Fairfax resumes plan to separate Domain after takeover bid talks end

Fairfax CEO Greg Hywood
Fairfax CEO Greg Hywood said his earlier plan to separate Domain would continue. Photograph: Lukas Coch/AAP

Fairfax Media will resume plans to spin off its real-estate listing arm Domain after two potential takeover bids for the company failed to eventuate before Friday’s deadline.

The Fairfax chief executive officer, Greg Hywood, said talks with private equity firms the TPG Consortium and Hellman & Friedman had now ended and his earlier plans to separate Domain, announced in February, would continue.

“Now this distraction is over it is back to business as usual,” Hywood said on Sunday. “As you know the bids from the two private equity players were unsolicited.

“But once we received the above market indicative bids we acted in the best interests of our shareholders and ran a process. It is common in these situations for indicative bids not to translate to binding bids.”

In a statement to the ASX Hywood said a complete financial update would be provided at the full-year results in August, but it was business as usual.

“We are making excellent progress with preparations and have progressed all of the necessary regulatory approvals to meet our timetable for completion by the end of 2017,” Hywood said.

After opening its books to two unsolicited potential bidders for the past five weeks, Fairfax did not receive a single bid. Neither firm gave a reason for their decision but the Fairfax chairman Nick Falloon told analysts “the complication of our business” may have played a part.

A spokesman for TPG said it had elected not to proceed with an offer. “TPG thanks the board and senior management team of Fairfax for the integrity and focus they have brought to the discussions,” he said.

In May, Fairfax received a $2.7bn offer from TPG Capital and Ontario Teachers’ Pension Plan, followed by a rival $2.87bn bid from Hellman & Friedman.

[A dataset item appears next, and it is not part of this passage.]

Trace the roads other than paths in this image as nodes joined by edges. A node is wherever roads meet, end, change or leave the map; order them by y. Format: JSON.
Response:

In a briefing with analysts on Monday, Falloon talked up the company’s strategy which includes reducing costs in the Metro Media division by losing one quarter of the workforce of the Sydney Morning Herald and the Age.

At the end of the financial year on Friday, dozens of journalists and photographers had their last day at the newspapers, provoking an outpouring of emotion in Fairfax newsrooms and ending a period which has seen 125 staffers depart.

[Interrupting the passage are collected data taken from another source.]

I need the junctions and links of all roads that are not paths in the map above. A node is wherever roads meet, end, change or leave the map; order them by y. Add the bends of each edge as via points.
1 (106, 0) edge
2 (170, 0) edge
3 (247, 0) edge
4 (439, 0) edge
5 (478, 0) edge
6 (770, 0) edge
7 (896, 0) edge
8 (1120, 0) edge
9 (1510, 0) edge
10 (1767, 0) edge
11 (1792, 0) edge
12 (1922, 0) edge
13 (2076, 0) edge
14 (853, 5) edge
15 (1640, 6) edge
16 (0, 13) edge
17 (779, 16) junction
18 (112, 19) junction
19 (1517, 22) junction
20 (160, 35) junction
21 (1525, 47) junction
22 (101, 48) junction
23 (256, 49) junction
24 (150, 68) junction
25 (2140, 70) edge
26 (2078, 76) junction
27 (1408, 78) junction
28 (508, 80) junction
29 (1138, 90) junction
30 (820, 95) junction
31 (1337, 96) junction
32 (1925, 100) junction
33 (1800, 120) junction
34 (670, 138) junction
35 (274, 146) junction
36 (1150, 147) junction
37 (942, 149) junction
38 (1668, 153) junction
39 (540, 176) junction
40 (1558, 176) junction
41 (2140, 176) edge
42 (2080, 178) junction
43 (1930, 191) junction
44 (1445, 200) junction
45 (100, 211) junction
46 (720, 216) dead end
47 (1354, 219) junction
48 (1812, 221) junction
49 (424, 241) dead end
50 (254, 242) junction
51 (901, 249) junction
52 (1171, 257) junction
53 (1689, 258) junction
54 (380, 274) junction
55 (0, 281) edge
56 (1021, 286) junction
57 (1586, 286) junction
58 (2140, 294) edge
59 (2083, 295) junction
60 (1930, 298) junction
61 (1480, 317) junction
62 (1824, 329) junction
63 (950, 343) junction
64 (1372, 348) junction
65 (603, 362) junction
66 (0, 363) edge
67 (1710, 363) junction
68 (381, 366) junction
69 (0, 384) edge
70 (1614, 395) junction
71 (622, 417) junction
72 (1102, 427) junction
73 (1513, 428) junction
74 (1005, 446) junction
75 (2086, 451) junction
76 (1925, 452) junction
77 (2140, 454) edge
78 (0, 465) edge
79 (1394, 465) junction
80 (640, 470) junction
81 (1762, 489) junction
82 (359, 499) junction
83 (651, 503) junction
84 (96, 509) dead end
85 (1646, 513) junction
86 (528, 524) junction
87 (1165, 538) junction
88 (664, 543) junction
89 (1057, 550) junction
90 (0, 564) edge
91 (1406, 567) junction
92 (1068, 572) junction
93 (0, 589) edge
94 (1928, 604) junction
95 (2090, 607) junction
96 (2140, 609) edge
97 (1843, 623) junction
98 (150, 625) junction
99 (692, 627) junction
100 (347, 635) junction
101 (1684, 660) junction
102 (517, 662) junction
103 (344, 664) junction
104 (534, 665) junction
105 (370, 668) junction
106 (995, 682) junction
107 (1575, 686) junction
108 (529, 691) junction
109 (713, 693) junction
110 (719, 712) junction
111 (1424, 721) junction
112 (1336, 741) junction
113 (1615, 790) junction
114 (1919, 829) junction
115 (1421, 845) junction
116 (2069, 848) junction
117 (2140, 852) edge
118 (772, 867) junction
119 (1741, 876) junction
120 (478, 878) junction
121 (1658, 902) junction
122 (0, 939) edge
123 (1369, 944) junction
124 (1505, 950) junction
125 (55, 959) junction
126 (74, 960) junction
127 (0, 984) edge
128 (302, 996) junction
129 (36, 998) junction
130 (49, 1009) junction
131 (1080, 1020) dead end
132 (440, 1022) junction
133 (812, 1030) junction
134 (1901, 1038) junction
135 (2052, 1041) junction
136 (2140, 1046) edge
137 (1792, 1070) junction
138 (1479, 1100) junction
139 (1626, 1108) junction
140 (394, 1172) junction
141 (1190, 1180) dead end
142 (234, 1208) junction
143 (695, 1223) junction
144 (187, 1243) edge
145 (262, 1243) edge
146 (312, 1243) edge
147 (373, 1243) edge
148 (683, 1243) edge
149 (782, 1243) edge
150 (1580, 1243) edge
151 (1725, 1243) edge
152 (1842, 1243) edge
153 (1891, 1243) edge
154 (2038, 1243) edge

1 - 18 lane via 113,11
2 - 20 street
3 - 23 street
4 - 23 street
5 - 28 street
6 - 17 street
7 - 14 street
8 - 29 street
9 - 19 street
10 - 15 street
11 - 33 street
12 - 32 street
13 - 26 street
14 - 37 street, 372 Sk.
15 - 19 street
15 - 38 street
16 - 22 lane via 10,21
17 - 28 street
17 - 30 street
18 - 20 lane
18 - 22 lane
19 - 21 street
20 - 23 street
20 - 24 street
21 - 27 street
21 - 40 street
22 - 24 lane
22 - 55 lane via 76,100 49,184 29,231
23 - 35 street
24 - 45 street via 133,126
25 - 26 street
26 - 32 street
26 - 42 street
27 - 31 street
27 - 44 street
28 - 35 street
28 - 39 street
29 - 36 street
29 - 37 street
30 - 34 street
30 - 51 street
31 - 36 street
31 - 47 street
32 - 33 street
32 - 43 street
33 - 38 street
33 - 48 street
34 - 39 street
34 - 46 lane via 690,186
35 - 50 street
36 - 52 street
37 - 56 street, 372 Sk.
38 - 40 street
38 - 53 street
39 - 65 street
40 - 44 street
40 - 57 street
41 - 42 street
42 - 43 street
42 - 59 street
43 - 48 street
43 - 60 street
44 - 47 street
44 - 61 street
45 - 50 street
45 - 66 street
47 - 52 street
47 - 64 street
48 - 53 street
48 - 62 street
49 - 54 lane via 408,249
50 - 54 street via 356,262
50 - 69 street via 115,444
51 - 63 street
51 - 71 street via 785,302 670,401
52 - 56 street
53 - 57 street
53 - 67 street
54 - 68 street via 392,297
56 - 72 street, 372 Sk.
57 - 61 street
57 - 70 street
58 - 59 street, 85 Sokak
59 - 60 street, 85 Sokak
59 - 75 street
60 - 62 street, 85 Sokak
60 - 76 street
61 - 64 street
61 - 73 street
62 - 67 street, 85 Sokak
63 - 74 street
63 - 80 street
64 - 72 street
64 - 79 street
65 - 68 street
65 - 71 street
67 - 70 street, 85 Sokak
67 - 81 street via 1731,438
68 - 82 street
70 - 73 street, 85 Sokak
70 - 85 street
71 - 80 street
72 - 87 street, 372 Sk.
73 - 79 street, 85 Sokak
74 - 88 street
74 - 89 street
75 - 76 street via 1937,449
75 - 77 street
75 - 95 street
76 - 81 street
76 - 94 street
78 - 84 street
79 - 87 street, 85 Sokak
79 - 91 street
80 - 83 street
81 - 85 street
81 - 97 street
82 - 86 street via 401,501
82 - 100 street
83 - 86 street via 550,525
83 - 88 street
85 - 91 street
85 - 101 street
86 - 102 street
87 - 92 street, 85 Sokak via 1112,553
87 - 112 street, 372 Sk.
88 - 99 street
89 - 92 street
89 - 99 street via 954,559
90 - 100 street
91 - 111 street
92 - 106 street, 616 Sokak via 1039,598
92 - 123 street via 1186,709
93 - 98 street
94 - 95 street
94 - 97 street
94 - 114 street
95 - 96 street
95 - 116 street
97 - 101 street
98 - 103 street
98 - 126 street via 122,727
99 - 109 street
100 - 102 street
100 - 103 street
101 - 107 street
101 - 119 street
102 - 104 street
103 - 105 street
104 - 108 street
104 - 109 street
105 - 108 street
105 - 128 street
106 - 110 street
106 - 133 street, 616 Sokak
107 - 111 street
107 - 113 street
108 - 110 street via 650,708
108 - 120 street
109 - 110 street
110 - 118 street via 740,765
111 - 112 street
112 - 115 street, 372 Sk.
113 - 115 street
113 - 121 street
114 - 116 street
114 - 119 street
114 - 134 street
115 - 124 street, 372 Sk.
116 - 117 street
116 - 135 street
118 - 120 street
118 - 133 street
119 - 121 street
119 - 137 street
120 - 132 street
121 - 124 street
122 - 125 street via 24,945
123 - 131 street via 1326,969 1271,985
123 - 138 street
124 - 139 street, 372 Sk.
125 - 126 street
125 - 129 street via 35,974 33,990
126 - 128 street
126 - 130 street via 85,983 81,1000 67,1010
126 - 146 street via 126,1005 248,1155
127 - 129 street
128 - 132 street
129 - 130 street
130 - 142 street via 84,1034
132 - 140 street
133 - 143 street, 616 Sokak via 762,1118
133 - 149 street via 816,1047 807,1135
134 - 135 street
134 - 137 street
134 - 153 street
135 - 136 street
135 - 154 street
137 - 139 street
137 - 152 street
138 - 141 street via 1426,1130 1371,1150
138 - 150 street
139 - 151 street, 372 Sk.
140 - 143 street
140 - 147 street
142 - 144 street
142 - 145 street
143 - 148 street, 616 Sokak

The Metro Media division, which houses the major capital-city newspapers, is down 12%, and the regional and rural newspaper business is down 11%.

The only successful part of the business is Domain which is up by 10%, while overall the company’s revenue is down 6% at the end of the 2017 financial year.

The Fairfax board told the ASX the company had an attractive future and throughout the potential takeover process it had been business as usual including making progress with the separation of Domain.

“The board appreciates the support that shareholders have demonstrated for Fairfax’s current strategy,” Falloon said.

“That support has been communicated during this process with a strong desire for Fairfax to progress the Domain separation and to continue to execute on its plans.

“The Fairfax board believes the company is well positioned to continue to deliver substantial returns for shareholders into the medium and long-term future.

“Fairfax’s digital businesses are growing strongly and we have established plans for our traditional media businesses. With media reform expected later this year, Fairfax will actively look to maximise value given the strategically important businesses we own.”

While the company talked down the collapse of the TPG and Hellman & Friedman bids, saying they were unsolicited, the departure of the two potential bidders after they had access to the Fairfax books is of concern.